■ **What this task involves**
A faithful transcription of all lines below is the expected answer.
[[ Source records, beginning ]]
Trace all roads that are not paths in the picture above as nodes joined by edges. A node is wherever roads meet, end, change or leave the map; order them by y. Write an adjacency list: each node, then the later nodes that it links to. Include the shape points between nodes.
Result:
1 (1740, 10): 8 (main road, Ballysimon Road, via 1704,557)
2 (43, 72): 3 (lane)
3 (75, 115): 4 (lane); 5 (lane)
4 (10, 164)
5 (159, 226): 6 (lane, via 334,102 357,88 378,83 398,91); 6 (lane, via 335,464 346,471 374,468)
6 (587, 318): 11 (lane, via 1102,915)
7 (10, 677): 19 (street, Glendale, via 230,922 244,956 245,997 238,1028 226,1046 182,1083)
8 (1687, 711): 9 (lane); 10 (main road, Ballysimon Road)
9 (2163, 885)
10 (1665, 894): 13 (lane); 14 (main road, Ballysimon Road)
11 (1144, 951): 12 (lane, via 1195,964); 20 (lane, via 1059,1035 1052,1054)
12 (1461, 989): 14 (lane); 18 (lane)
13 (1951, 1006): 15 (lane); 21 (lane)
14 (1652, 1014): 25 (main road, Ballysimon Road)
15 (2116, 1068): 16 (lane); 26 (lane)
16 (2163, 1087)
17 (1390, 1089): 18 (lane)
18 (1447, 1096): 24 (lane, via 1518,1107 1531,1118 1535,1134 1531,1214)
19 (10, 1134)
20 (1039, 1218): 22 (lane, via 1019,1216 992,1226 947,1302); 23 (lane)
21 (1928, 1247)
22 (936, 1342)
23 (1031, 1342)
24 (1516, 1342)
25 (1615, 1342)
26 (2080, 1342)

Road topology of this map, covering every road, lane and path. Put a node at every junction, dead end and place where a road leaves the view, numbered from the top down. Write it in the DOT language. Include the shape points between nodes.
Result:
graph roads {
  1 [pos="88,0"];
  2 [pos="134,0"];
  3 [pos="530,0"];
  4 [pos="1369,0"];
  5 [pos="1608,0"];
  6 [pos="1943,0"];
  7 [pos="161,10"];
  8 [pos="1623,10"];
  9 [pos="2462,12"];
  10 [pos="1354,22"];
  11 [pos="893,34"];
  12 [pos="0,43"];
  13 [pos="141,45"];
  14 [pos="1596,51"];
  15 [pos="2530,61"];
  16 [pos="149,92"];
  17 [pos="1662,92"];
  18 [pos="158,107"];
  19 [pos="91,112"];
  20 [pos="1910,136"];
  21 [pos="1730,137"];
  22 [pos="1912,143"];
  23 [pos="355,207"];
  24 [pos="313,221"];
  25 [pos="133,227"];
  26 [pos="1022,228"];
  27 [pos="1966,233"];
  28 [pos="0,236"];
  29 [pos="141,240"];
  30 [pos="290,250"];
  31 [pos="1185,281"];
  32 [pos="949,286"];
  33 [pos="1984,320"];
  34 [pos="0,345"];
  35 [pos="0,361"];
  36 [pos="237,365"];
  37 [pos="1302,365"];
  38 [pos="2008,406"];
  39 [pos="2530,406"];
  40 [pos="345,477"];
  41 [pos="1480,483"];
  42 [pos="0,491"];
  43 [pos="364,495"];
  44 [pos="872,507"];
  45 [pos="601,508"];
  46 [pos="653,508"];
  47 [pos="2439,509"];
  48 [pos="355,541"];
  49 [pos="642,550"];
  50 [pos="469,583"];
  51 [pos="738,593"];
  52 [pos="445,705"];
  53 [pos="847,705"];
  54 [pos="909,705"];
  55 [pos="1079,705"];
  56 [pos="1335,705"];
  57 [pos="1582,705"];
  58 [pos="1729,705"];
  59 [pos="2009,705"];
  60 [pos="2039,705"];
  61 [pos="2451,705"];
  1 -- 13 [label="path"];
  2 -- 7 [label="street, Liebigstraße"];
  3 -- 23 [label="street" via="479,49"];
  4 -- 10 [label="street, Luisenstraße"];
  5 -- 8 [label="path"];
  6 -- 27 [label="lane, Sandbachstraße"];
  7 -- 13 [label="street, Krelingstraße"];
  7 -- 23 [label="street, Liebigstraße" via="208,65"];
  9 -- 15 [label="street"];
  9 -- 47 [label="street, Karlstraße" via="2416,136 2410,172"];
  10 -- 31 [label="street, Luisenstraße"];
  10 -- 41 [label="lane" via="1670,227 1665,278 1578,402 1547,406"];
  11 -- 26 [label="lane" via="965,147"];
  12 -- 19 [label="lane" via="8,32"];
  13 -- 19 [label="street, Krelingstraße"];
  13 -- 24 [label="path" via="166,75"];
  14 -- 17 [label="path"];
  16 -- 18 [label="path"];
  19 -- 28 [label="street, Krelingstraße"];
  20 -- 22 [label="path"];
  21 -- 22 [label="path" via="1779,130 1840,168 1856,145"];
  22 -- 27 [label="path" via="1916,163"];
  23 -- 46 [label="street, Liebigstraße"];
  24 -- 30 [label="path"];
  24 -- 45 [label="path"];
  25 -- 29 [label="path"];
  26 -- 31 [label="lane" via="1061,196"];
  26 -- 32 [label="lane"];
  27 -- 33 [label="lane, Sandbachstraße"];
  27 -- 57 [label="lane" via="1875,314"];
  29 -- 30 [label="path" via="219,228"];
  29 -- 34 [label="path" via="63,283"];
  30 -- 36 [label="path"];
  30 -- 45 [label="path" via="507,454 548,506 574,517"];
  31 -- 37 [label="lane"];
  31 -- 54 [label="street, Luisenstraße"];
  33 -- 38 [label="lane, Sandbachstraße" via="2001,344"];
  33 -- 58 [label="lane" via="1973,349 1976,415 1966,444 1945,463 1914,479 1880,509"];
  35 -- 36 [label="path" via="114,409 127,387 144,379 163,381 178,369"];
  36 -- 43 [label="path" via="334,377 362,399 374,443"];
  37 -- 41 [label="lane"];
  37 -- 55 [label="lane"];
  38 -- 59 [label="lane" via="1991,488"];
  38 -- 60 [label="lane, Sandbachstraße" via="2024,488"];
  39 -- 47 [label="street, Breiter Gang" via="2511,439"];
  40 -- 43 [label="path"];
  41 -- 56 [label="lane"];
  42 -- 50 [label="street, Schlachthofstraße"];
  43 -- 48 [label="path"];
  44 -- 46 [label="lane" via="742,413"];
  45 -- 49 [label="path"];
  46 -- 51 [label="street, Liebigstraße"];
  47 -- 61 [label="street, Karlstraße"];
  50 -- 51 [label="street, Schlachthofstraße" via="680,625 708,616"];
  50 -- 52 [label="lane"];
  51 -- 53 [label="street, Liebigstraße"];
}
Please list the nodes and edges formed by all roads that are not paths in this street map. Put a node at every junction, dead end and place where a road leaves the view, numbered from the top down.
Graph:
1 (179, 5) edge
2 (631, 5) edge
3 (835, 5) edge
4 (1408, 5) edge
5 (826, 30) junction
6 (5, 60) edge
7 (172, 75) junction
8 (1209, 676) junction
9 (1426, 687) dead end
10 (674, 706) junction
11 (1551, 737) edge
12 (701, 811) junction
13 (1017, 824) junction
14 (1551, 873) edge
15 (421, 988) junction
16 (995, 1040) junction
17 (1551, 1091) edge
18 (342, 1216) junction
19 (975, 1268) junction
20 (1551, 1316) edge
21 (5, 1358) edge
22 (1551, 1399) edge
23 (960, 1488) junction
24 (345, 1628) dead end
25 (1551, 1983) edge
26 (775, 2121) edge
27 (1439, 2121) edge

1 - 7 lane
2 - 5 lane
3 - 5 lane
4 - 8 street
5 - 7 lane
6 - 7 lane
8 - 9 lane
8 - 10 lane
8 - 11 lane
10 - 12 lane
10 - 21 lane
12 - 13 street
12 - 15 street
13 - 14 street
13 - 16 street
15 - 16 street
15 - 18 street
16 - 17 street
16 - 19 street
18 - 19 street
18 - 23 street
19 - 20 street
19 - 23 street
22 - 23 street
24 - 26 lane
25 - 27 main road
[[ Source records, end ]]
■ **Answer to this task**
Trace all roads that are not paths in the picture above as nodes joined by edges. A node is wherever roads meet, end, change or leave the map; order them by y. Write an adjacency list: each node, then the later nodes that it links to. Include the shape points between nodes.
Result:
1 (1740, 10): 8 (main road, Ballysimon Road, via 1704,557)
2 (43, 72): 3 (lane)
3 (75, 115): 4 (lane); 5 (lane)
4 (10, 164)
5 (159, 226): 6 (lane, via 334,102 357,88 378,83 398,91); 6 (lane, via 335,464 346,471 374,468)
6 (587, 318): 11 (lane, via 1102,915)
7 (10, 677): 19 (street, Glendale, via 230,922 244,956 245,997 238,1028 226,1046 182,1083)
8 (1687, 711): 9 (lane); 10 (main road, Ballysimon Road)
9 (2163, 885)
10 (1665, 894): 13 (lane); 14 (main road, Ballysimon Road)
11 (1144, 951): 12 (lane, via 1195,964); 20 (lane, via 1059,1035 1052,1054)
12 (1461, 989): 14 (lane); 18 (lane)
13 (1951, 1006): 15 (lane); 21 (lane)
14 (1652, 1014): 25 (main road, Ballysimon Road)
15 (2116, 1068): 16 (lane); 26 (lane)
16 (2163, 1087)
17 (1390, 1089): 18 (lane)
18 (1447, 1096): 24 (lane, via 1518,1107 1531,1118 1535,1134 1531,1214)
19 (10, 1134)
20 (1039, 1218): 22 (lane, via 1019,1216 992,1226 947,1302); 23 (lane)
21 (1928, 1247)
22 (936, 1342)
23 (1031, 1342)
24 (1516, 1342)
25 (1615, 1342)
26 (2080, 1342)

Road topology of this map, covering every road, lane and path. Put a node at every junction, dead end and place where a road leaves the view, numbered from the top down. Write it in the DOT language. Include the shape points between nodes.
Result:
graph roads {
  1 [pos="88,0"];
  2 [pos="134,0"];
  3 [pos="530,0"];
  4 [pos="1369,0"];
  5 [pos="1608,0"];
  6 [pos="1943,0"];
  7 [pos="161,10"];
  8 [pos="1623,10"];
  9 [pos="2462,12"];
  10 [pos="1354,22"];
  11 [pos="893,34"];
  12 [pos="0,43"];
  13 [pos="141,45"];
  14 [pos="1596,51"];
  15 [pos="2530,61"];
  16 [pos="149,92"];
  17 [pos="1662,92"];
  18 [pos="158,107"];
  19 [pos="91,112"];
  20 [pos="1910,136"];
  21 [pos="1730,137"];
  22 [pos="1912,143"];
  23 [pos="355,207"];
  24 [pos="313,221"];
  25 [pos="133,227"];
  26 [pos="1022,228"];
  27 [pos="1966,233"];
  28 [pos="0,236"];
  29 [pos="141,240"];
  30 [pos="290,250"];
  31 [pos="1185,281"];
  32 [pos="949,286"];
  33 [pos="1984,320"];
  34 [pos="0,345"];
  35 [pos="0,361"];
  36 [pos="237,365"];
  37 [pos="1302,365"];
  38 [pos="2008,406"];
  39 [pos="2530,406"];
  40 [pos="345,477"];
  41 [pos="1480,483"];
  42 [pos="0,491"];
  43 [pos="364,495"];
  44 [pos="872,507"];
  45 [pos="601,508"];
  46 [pos="653,508"];
  47 [pos="2439,509"];
  48 [pos="355,541"];
  49 [pos="642,550"];
  50 [pos="469,583"];
  51 [pos="738,593"];
  52 [pos="445,705"];
  53 [pos="847,705"];
  54 [pos="909,705"];
  55 [pos="1079,705"];
  56 [pos="1335,705"];
  57 [pos="1582,705"];
  58 [pos="1729,705"];
  59 [pos="2009,705"];
  60 [pos="2039,705"];
  61 [pos="2451,705"];
  1 -- 13 [label="path"];
  2 -- 7 [label="street, Liebigstraße"];
  3 -- 23 [label="street" via="479,49"];
  4 -- 10 [label="street, Luisenstraße"];
  5 -- 8 [label="path"];
  6 -- 27 [label="lane, Sandbachstraße"];
  7 -- 13 [label="street, Krelingstraße"];
  7 -- 23 [label="street, Liebigstraße" via="208,65"];
  9 -- 15 [label="street"];
  9 -- 47 [label="street, Karlstraße" via="2416,136 2410,172"];
  10 -- 31 [label="street, Luisenstraße"];
  10 -- 41 [label="lane" via="1670,227 1665,278 1578,402 1547,406"];
  11 -- 26 [label="lane" via="965,147"];
  12 -- 19 [label="lane" via="8,32"];
  13 -- 19 [label="street, Krelingstraße"];
  13 -- 24 [label="path" via="166,75"];
  14 -- 17 [label="path"];
  16 -- 18 [label="path"];
  19 -- 28 [label="street, Krelingstraße"];
  20 -- 22 [label="path"];
  21 -- 22 [label="path" via="1779,130 1840,168 1856,145"];
  22 -- 27 [label="path" via="1916,163"];
  23 -- 46 [label="street, Liebigstraße"];
  24 -- 30 [label="path"];
  24 -- 45 [label="path"];
  25 -- 29 [label="path"];
  26 -- 31 [label="lane" via="1061,196"];
  26 -- 32 [label="lane"];
  27 -- 33 [label="lane, Sandbachstraße"];
  27 -- 57 [label="lane" via="1875,314"];
  29 -- 30 [label="path" via="219,228"];
  29 -- 34 [label="path" via="63,283"];
  30 -- 36 [label="path"];
  30 -- 45 [label="path" via="507,454 548,506 574,517"];
  31 -- 37 [label="lane"];
  31 -- 54 [label="street, Luisenstraße"];
  33 -- 38 [label="lane, Sandbachstraße" via="2001,344"];
  33 -- 58 [label="lane" via="1973,349 1976,415 1966,444 1945,463 1914,479 1880,509"];
  35 -- 36 [label="path" via="114,409 127,387 144,379 163,381 178,369"];
  36 -- 43 [label="path" via="334,377 362,399 374,443"];
  37 -- 41 [label="lane"];
  37 -- 55 [label="lane"];
  38 -- 59 [label="lane" via="1991,488"];
  38 -- 60 [label="lane, Sandbachstraße" via="2024,488"];
  39 -- 47 [label="street, Breiter Gang" via="2511,439"];
  40 -- 43 [label="path"];
  41 -- 56 [label="lane"];
  42 -- 50 [label="street, Schlachthofstraße"];
  43 -- 48 [label="path"];
  44 -- 46 [label="lane" via="742,413"];
  45 -- 49 [label="path"];
  46 -- 51 [label="street, Liebigstraße"];
  47 -- 61 [label="street, Karlstraße"];
  50 -- 51 [label="street, Schlachthofstraße" via="680,625 708,616"];
  50 -- 52 [label="lane"];
  51 -- 53 [label="street, Liebigstraße"];
}
Please list the nodes and edges formed by all roads that are not paths in this street map. Put a node at every junction, dead end and place where a road leaves the view, numbered from the top down.
Graph:
1 (179, 5) edge
2 (631, 5) edge
3 (835, 5) edge
4 (1408, 5) edge
5 (826, 30) junction
6 (5, 60) edge
7 (172, 75) junction
8 (1209, 676) junction
9 (1426, 687) dead end
10 (674, 706) junction
11 (1551, 737) edge
12 (701, 811) junction
13 (1017, 824) junction
14 (1551, 873) edge
15 (421, 988) junction
16 (995, 1040) junction
17 (1551, 1091) edge
18 (342, 1216) junction
19 (975, 1268) junction
20 (1551, 1316) edge
21 (5, 1358) edge
22 (1551, 1399) edge
23 (960, 1488) junction
24 (345, 1628) dead end
25 (1551, 1983) edge
26 (775, 2121) edge
27 (1439, 2121) edge

1 - 7 lane
2 - 5 lane
3 - 5 lane
4 - 8 street
5 - 7 lane
6 - 7 lane
8 - 9 lane
8 - 10 lane
8 - 11 lane
10 - 12 lane
10 - 21 lane
12 - 13 street
12 - 15 street
13 - 14 street
13 - 16 street
15 - 16 street
15 - 18 street
16 - 17 street
16 - 19 street
18 - 19 street
18 - 23 street
19 - 20 street
19 - 23 street
22 - 23 street
24 - 26 lane
25 - 27 main road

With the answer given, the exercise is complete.